| First Author | Li Q | Year | 2020 |
| Journal | Cell Stem Cell | Volume | 26 |
| Issue | 5 | Pages | 675-692.e8 |
| PubMed ID | 32259481 | Mgi Jnum | J:305872 |
| Mgi Id | MGI:6710410 | Doi | 10.1016/j.stem.2020.03.002 |
| Citation | Li Q, et al. (2020) Lats1/2 Sustain Intestinal Stem Cells and Wnt Activation through TEAD-Dependent and Independent Transcription. Cell Stem Cell 26(5):675-692.e8 |
| abstractText | Intestinal homeostasis is tightly regulated by complex yet poorly understood signaling networks. Here, we demonstrate that Lats1/2, the core Hippo kinases, are essential to maintain Wnt pathway activity and intestinal stem cells. Lats1/2 deletion leads to loss of intestinal stem cells but drives Wnt-uncoupled crypt expansion.
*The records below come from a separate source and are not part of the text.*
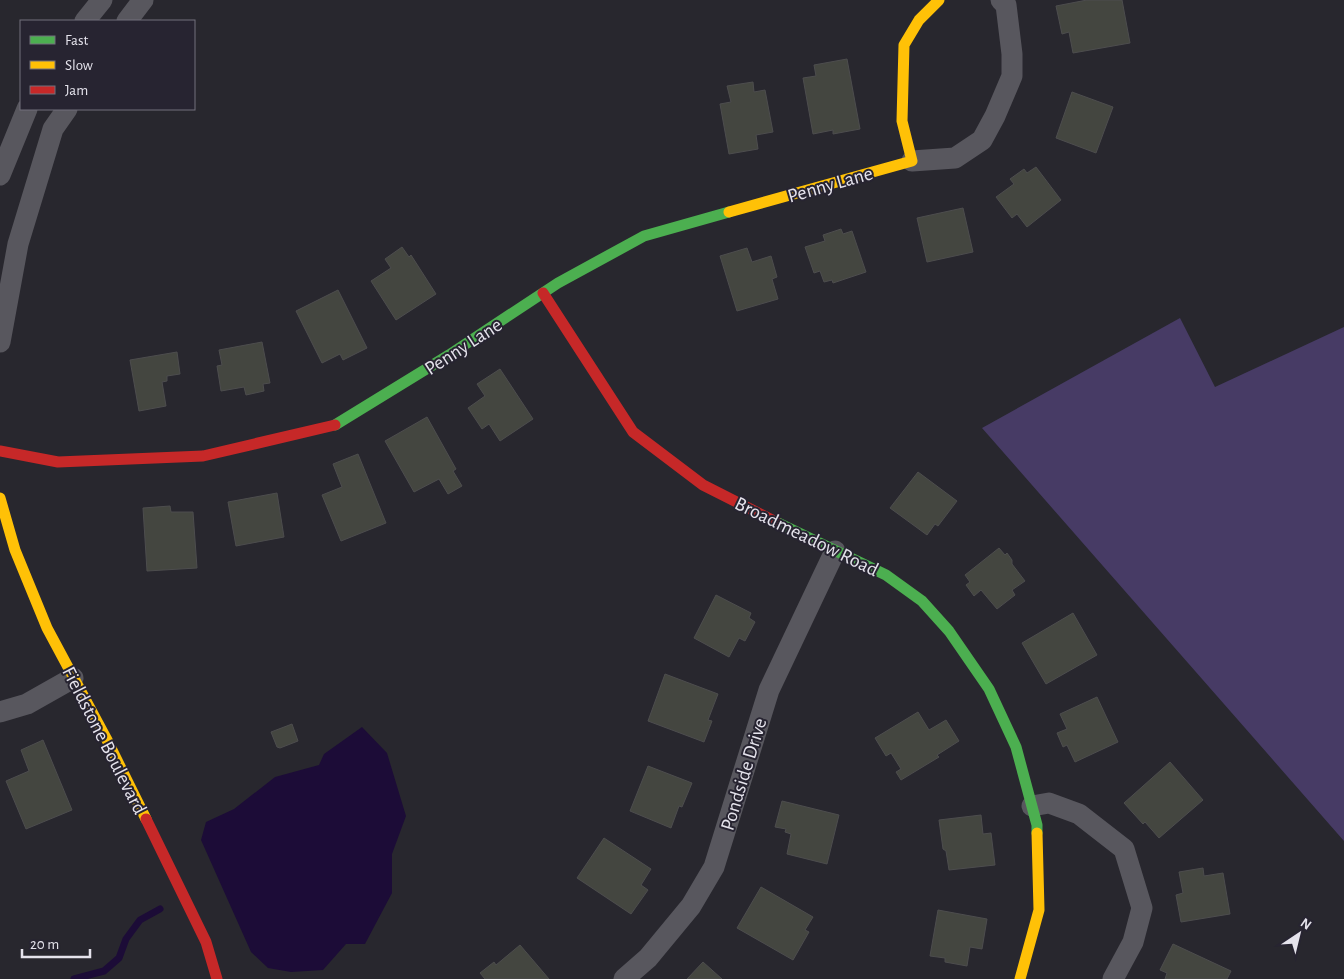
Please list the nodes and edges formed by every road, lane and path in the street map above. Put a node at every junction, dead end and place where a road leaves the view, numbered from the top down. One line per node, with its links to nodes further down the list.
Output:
1 (102, 0): 5 (street)
2 (143, 0): 6 (street)
3 (938, 0): 9 (street)
4 (1002, 0): 9 (street, Penny Lane)
5 (85, 20)
6 (128, 20)
7 (26, 110): 10 (street)
8 (66, 110): 12 (street)
9 (912, 161): 11 (street, Penny Lane)
10 (0, 175)
11 (543, 293): 13 (street, Penny Lane); 15 (street, Broadmeadow Road)
12 (0, 342)
13 (0, 451)
14 (0, 498): 16 (street, Fieldstone Boulevard)
15 (835, 551): 18 (street, Broadmeadow Road); 20 (street, Pondside Drive)
16 (73, 678): 17 (street); 19 (street, Fieldstone Boulevard)
17 (0, 712)
18 (1032, 806): 21 (street, Broadmeadow Road); 22 (street)
19 (217, 979)
20 (624, 979)
21 (1020, 979)
22 (1113, 979)

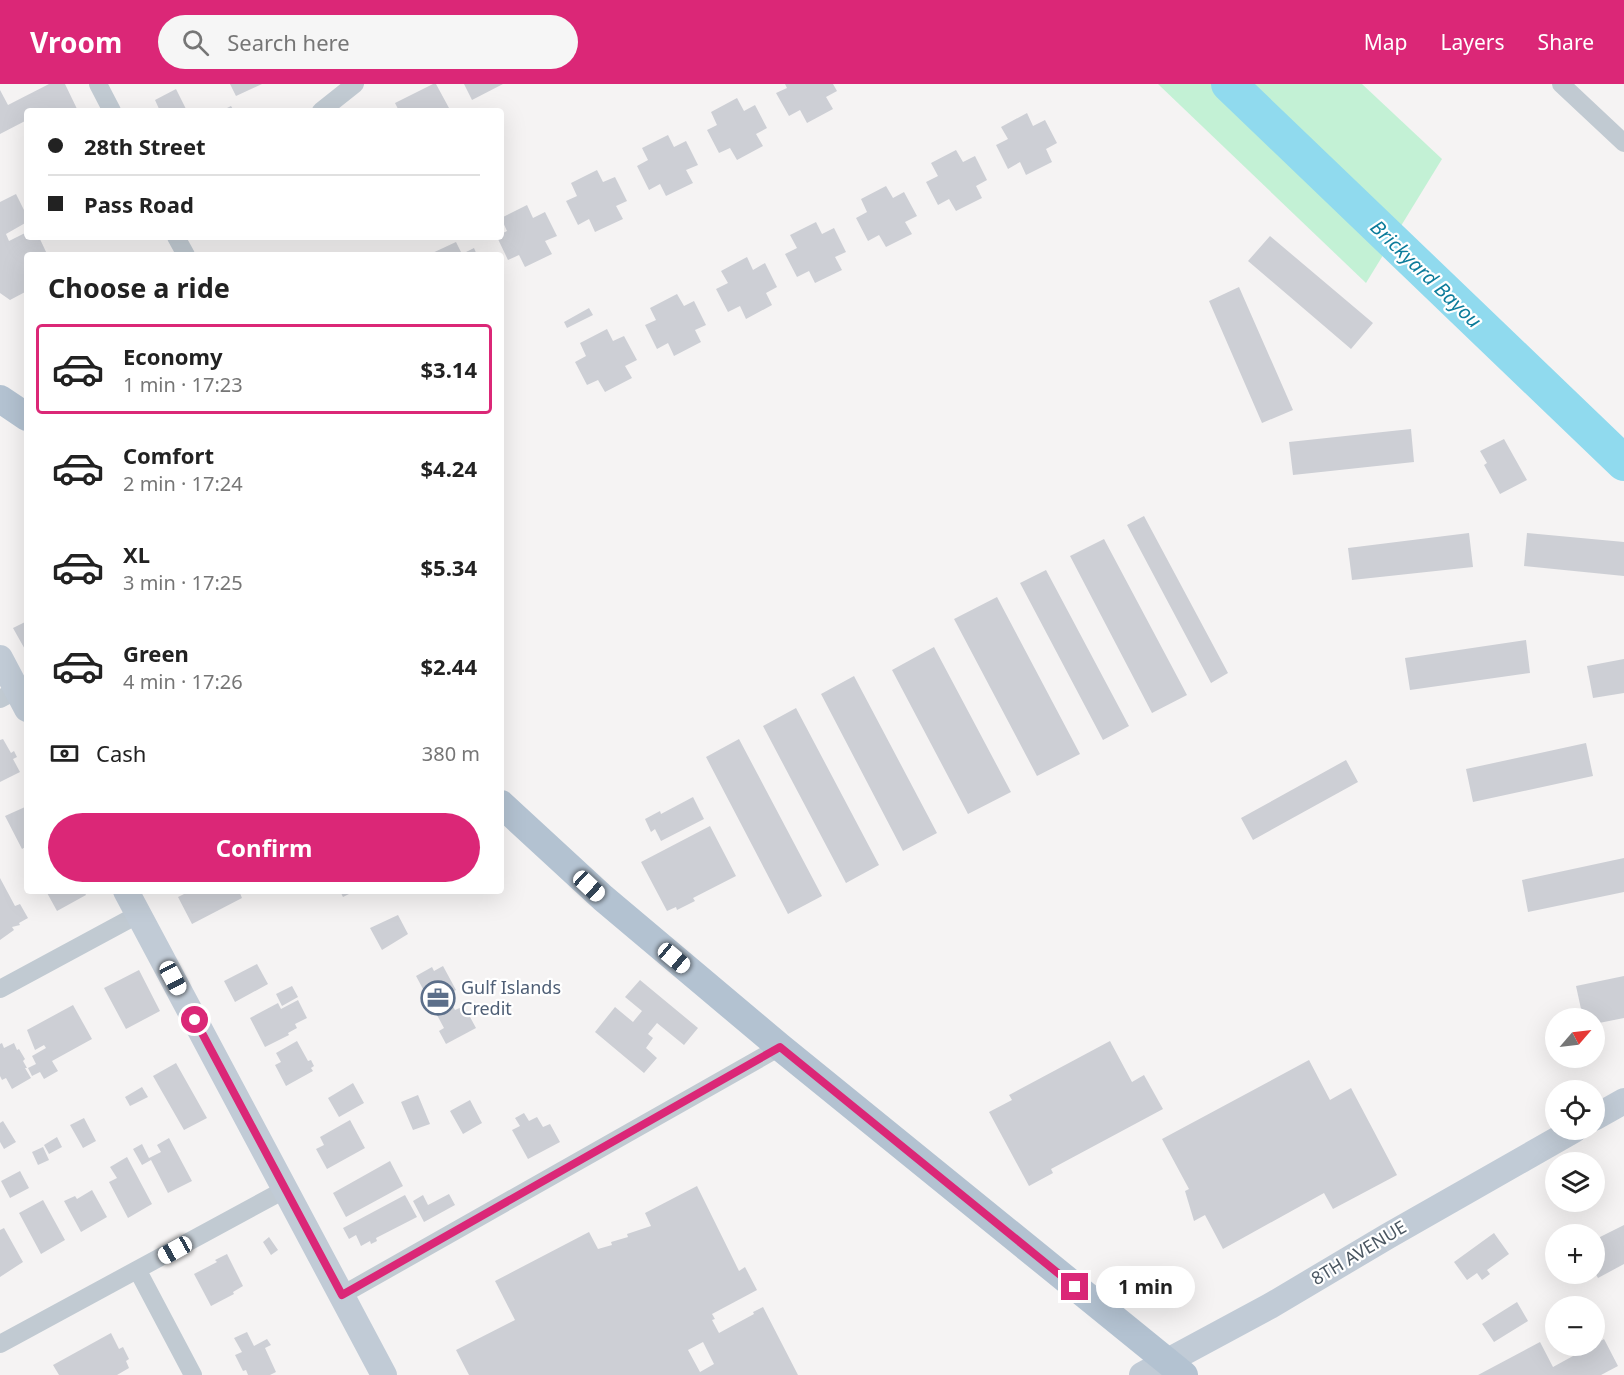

To explore the function of downstream transcriptional enhanced associate domain (TEAD) transcription factors, we identified a selective small-molecule reversible inhibitor of TEAD auto-palmitoylation that directly occupies its lipid-binding site and inhibits TEAD-mediated transcription in vivo. Combining this chemical tool with genetic and proteomics approaches, we show that intestinal Wnt inhibition by Lats deletion is Yes-associated protein (YAP)/transcriptional activator with PDZ-binding domain (TAZ) dependent but TEAD independent. Mechanistically, nuclear YAP/TAZ interact with Groucho/Transducin-Like Enhancer of Split (TLE) to block Wnt/T-cell factor (TCF)-mediated transcription, and dual inhibition of TEAD and Lats suppresses Wnt-uncoupled Myc upregulation and epithelial over-proliferation in Adenomatous polyposis coli (APC)-mutated intestine. Our studies highlight a pharmacological approach to inhibit TEAD palmitoylation and have important implications for targeting Wnt and Hippo signaling in human malignancies. |